IN THE COURT OF APPEAL OF THE STATE OF CALIFORNIA
FOURTH APPELLATE DISTRICT
DIVISION TWO
THE PEOPLE,
Plaintiff and Respondent,
v.
W.H.,
Defendant and Appellant.
E064427
(Super.Ct.No. FELJS1404910)
OPINION
APPEAL from the Superior Court of San Bernardino County. Lorenzo R.

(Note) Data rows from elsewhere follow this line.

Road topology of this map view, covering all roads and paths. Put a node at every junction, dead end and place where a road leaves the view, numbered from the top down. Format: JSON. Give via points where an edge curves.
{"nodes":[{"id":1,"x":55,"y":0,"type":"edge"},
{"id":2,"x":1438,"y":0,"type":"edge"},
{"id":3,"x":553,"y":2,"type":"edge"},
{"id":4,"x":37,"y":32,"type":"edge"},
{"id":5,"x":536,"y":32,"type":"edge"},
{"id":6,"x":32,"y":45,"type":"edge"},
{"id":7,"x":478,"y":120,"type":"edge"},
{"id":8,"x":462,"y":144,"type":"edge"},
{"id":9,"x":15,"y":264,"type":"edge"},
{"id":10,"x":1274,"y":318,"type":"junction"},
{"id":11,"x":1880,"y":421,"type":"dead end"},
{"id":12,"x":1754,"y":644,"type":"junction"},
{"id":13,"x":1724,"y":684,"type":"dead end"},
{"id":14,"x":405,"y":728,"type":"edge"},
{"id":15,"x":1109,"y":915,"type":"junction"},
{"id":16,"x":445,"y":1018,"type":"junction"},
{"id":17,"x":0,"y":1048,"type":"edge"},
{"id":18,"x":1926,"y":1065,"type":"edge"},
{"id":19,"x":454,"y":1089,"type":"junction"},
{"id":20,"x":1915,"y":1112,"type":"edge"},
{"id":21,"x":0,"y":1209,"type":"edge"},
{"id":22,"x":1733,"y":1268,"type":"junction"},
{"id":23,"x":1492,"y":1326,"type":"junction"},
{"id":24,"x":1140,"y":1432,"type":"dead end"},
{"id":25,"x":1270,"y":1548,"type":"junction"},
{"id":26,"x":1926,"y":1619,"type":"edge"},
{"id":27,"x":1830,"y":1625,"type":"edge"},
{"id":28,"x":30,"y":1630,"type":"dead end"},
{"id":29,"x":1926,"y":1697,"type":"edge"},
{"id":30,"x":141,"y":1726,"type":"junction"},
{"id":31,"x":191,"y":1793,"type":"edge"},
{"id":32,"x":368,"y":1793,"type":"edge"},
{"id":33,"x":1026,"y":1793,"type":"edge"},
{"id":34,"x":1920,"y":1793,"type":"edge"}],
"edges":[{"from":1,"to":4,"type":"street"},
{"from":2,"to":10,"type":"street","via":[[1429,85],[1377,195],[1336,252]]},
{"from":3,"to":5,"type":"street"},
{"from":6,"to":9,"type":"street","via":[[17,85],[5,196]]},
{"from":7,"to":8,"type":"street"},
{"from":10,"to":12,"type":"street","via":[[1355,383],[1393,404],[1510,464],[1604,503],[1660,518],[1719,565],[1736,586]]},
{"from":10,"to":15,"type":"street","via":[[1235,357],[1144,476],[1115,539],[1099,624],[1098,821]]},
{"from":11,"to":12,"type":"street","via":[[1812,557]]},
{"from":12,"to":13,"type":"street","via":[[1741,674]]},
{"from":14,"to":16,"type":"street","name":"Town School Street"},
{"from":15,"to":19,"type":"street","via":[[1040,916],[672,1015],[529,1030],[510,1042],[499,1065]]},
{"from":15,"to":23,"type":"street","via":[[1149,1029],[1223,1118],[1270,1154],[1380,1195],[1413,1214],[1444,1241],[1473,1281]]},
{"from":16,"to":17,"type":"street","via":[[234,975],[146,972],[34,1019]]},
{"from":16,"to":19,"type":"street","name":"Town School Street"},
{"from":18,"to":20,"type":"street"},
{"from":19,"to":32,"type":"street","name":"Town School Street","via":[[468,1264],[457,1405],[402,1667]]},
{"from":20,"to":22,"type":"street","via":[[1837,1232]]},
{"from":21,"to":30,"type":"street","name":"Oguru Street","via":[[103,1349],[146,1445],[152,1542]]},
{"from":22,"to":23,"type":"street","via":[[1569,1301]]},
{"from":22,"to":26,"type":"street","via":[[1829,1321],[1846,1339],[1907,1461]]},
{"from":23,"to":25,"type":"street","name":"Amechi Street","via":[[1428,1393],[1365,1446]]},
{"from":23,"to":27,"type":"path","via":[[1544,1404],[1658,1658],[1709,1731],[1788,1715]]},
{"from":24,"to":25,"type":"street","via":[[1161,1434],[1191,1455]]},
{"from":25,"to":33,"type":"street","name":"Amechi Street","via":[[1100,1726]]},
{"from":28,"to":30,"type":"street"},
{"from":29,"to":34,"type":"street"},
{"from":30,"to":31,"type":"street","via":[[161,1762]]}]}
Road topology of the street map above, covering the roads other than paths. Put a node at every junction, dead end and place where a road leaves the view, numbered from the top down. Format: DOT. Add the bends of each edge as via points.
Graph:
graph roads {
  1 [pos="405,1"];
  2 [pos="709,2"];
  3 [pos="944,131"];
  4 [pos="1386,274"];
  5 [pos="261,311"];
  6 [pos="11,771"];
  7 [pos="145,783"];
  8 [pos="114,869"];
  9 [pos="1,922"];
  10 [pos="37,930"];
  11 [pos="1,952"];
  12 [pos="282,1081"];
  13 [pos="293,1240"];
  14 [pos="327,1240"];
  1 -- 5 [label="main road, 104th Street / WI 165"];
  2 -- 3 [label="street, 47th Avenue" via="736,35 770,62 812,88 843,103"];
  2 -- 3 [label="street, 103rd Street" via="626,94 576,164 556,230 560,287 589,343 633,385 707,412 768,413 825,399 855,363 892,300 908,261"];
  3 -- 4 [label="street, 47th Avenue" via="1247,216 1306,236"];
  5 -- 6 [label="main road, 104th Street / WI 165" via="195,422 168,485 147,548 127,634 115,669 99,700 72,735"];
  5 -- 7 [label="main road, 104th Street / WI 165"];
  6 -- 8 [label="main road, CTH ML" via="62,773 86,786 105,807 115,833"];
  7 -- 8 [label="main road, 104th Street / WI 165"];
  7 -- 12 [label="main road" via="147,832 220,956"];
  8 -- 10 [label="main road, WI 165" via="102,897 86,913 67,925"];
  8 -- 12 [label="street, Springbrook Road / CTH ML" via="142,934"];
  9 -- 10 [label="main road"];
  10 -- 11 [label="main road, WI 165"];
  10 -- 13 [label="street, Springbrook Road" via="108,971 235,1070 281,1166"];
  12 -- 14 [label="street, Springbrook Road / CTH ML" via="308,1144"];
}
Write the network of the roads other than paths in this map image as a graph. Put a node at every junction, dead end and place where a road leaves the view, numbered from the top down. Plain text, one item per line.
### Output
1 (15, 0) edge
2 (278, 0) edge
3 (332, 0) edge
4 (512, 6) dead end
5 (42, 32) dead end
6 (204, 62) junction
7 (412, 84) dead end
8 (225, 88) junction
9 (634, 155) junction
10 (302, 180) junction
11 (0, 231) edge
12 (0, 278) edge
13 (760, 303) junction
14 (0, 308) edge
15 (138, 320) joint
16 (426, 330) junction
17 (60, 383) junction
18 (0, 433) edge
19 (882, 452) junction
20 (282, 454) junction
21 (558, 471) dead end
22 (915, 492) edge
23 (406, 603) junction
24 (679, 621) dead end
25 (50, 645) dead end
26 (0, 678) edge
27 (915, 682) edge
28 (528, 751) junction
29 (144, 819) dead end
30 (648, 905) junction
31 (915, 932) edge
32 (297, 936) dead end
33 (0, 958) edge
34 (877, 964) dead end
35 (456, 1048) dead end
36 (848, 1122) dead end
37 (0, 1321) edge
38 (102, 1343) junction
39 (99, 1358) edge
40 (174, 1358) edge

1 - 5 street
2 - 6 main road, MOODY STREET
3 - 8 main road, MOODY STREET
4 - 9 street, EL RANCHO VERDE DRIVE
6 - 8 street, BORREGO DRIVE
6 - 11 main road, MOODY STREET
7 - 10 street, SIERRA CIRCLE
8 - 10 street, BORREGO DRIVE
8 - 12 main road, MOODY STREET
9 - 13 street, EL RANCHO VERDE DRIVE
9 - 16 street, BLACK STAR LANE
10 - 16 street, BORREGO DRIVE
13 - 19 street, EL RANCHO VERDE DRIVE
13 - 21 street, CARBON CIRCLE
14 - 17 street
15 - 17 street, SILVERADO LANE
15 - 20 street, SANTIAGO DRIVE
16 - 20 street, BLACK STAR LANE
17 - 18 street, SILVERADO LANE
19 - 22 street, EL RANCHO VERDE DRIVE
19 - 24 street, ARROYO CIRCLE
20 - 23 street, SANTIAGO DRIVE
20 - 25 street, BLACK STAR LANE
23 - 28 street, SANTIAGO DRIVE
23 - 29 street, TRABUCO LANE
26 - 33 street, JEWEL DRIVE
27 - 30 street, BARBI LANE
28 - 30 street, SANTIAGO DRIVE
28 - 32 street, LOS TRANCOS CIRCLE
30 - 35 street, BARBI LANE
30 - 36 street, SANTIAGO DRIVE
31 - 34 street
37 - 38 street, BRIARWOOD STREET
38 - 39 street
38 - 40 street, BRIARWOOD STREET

Balderrama, Judge. Dismissed.
REQUEST FOR JUDICIAL NOTICE. Granted.
Michelle D. Peña, under appointment by the Court of Appeal, for Defendant and
Appellant.
Kamala D. Harris, Attorney General, Gerald A. Engler, Chief Assistant Attorney
General, Julie L. Garland, Senior Assistant Attorney General, and Eric A. Swenson,
Lynne G. McGinnis, and Joy Utomi, Deputy Attorneys General, for Plaintiff and
Respondent.
2
The People filed a petition to recommit defendant W.H.1 as a mentally disordered
offender (MDO). At the trial on the petition, the People called defendant to testify in
their case-in-chief; the trial court had denied defense counsel’s motion in limine objecting
to this procedure. A jury then found that defendant was still an MDO.
Defendant appeals. We will hold that the trial court erred because, under multiple
precedents, including one from this court, a prospective MDO has a right to refuse to
testify at trial, unless the People can show a compelling interest in denying this right to
all prospective MDOs. We need not decide whether the error was prejudicial because the
appeal is moot. We reach the issue nevertheless for purposes of any subsequent
proceeding to recommit defendant.
I
MOOTNESS
The People contend that the appeal is moot. Because this issue goes to our
jurisdiction, we consider it at the threshold.
An MDO recommitment lasts for one year. (Pen. Code, § 2972, subds. (c), (e).)
Here, defendant was recommitted for one year, i.e., until June 29, 2016.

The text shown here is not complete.